FAVOREVOLI E CONTRARI
«Prima di giudicare, copriti». È uno degli slogan adoperato sui social dalle pagine ufficiali del World Hijab Day per convincere anche le donne non musulmane, anche solo per un giorno, a indossare il velo. L'idea di fondo è far passare il messaggio che non è detto che le donne indossino il velo solo perché costrette o minacciate da padri, fratelli, suocero e marito. Ma che, anzi, spesso quella di indossare l'hijab è una libera scelta. Ma non mancano le voci critiche, secondo cui il velo, soprattutto nella sua versione integrale, è ormai un simbolo di oppressione, e che in realtà sono moltissime le donne obbligate a portarlo. Ma che cosa dicono le donne che sostengono l'Hijab World Day? Le storie raccolte sul sito ufficiale della giornata sono molte, ma alcune sono particolarmente significative, anche per capire il tipo di messaggio che gli organizzatori della giornata vogliono trasmettere al mondo.

L'ISLAMOFOBA
L'australiana di religione cristiana Laura ha spiegato che era convinta del fatto che i musulmani picchiassero le donne. A picchiare lei, però, è stato il suo fidanzato, cristiano e australiano come lei. Nei giorni successivi si è accorta della modestia e dell'eleganza delle donne musulmane, così ha cominciato a fare qualche ricerca sul Corano. Comprato l'hijab, l'ha indossato sentendosi protetta, una persona nuova.

LA CANADESE
Samantha ha indossato per la prima volta l'hijab per un mese intero. Credente, ma non religiosa, racconta che indossando l'hijab si è sentita libera dall'oppressione della società, ma anche più femminile e seducente. Di tanto in tanto, indossa ancora il velo per provare ancora queste sensazioni e sentirsi più vicina a Dio.

LA CRISTIANA
La polacca Julia spiega di essere cristiana e di non indossare l'hijab, solitamente. Ma, per dimostrare sostegno alle donne musulmane discriminate, ha deciso comunque di indossarlo, anche in virtù della sua amicizia con molte ragazze musulmane. A suo parere, il velo non è uno strumento di oppressione.

LA REGINETTA DI BELLEZZA
Naballa Chi, di Trinidad e Tobago, è una modella che posa sempre e solo col velo. Ma non è sempre stato così. Pur essendo cresciuta in una famiglia musulmana, ci sono stati dei momenti all'inizio della sua carriera in cui, per partecipare a dei concorsi di bellezza, ha rinunciato a indossare il velo.
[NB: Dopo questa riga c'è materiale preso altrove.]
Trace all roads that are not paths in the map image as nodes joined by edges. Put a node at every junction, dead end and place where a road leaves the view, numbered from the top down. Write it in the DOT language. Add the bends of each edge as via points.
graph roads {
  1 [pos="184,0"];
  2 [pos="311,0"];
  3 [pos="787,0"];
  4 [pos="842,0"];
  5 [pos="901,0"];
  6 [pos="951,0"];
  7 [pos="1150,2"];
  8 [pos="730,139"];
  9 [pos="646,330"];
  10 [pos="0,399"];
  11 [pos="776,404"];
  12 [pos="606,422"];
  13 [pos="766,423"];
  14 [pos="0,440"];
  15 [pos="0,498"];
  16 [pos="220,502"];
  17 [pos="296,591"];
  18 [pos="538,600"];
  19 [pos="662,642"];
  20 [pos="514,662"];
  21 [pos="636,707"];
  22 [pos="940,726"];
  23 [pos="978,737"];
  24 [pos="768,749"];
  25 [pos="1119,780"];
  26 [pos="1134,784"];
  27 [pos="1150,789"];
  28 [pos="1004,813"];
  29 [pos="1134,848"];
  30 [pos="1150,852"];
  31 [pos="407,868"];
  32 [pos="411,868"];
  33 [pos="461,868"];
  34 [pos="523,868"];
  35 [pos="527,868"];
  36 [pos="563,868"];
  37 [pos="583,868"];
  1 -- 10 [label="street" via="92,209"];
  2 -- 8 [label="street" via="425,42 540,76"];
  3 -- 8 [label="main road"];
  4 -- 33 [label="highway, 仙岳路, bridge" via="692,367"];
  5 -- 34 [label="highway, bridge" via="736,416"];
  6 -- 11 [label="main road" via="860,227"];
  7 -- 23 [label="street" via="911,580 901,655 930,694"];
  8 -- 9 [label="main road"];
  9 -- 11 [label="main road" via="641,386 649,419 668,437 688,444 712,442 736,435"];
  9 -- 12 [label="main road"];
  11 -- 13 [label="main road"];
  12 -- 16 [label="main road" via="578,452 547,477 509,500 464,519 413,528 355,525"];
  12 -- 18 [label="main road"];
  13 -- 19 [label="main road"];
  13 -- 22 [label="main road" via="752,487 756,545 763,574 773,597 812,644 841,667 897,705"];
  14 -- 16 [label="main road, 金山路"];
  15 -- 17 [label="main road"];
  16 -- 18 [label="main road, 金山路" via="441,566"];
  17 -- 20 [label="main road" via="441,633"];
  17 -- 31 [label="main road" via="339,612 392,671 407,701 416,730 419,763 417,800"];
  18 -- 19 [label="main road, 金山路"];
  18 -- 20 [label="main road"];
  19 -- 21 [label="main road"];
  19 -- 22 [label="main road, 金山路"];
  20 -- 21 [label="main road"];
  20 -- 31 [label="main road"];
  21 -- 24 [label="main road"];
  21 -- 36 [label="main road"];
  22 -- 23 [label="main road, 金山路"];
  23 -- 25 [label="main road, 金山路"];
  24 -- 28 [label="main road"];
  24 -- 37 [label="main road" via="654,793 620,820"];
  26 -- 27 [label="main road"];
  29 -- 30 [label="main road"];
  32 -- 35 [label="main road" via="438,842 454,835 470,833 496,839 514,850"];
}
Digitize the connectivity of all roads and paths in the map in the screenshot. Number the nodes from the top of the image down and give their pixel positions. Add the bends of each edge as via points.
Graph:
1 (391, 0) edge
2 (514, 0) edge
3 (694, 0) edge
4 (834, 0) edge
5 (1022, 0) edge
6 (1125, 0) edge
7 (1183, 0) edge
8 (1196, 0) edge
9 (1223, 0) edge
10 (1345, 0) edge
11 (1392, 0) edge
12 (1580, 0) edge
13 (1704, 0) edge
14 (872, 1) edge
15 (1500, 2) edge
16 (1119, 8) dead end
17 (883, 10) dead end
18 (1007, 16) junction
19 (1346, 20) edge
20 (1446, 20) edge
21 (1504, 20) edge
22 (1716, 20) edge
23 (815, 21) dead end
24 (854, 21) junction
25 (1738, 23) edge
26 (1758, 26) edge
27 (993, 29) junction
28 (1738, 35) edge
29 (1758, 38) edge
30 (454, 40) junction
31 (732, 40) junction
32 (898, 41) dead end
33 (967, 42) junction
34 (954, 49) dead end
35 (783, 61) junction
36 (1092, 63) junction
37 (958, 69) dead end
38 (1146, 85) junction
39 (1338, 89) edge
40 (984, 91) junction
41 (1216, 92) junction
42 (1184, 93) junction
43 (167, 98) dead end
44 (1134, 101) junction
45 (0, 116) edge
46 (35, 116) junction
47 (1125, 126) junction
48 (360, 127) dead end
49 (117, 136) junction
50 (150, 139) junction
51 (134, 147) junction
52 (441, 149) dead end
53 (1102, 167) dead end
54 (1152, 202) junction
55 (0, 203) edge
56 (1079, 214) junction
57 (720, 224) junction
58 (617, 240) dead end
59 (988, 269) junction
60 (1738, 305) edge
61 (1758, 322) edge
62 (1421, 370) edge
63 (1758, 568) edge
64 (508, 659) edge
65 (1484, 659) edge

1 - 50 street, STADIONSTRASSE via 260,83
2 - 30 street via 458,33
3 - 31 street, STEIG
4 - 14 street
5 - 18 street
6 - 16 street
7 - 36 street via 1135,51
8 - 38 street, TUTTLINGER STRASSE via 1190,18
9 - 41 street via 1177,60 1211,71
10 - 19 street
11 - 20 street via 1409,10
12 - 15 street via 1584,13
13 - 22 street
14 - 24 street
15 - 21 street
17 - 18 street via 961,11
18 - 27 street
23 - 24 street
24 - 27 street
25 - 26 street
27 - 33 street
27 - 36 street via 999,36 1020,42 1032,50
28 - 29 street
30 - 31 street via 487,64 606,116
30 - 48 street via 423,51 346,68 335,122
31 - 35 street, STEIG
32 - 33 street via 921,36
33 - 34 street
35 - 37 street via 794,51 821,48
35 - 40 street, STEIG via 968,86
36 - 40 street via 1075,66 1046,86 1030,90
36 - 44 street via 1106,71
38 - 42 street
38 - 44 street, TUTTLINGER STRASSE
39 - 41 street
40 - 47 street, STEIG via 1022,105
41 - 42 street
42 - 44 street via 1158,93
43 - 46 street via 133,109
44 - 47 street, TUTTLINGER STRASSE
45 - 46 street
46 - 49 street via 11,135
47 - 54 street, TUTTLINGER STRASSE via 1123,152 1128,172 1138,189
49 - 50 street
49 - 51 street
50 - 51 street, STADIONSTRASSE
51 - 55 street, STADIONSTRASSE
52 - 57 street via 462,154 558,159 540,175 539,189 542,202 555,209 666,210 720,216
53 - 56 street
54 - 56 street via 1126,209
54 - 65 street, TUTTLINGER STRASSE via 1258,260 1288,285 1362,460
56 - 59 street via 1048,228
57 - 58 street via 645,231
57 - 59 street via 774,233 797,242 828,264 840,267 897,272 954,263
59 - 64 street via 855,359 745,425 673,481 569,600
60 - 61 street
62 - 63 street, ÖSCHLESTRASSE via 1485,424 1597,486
Ma, poi, si è resa conto di come questa rinuncia andasse contro tutti i suoi valori, e non tenesse conto del volere di Allah. Inoltre, non tollerava la visione di ragazze costrette a posare unicamente in reggiseno e slip, né tantomeno poteva tollerare l'idea di diventare una di loro.

LA CLANDESTINA
May è una ragazza filippina che si è convertita dal cristianesimo all'Islam di nascosto dai suoi genitori, dopo aver vissuto un periodo di grandi dubbi e domande a cui non riusciva a trovare risposta, trovandosi così vicina a posizioni atee. Per lungo tempo ha cercato di tenere nascosta la sua fede, ma infine è stata sorpresa dai famigliari intenta a pregare indossando l'hijab. Suo padre continua a essere all'oscuro della sua conversione. May non è libera di indossare l'hijab a casa, ma ha intenzione di portarlo con sé durante le giornate da trascorrere all'università.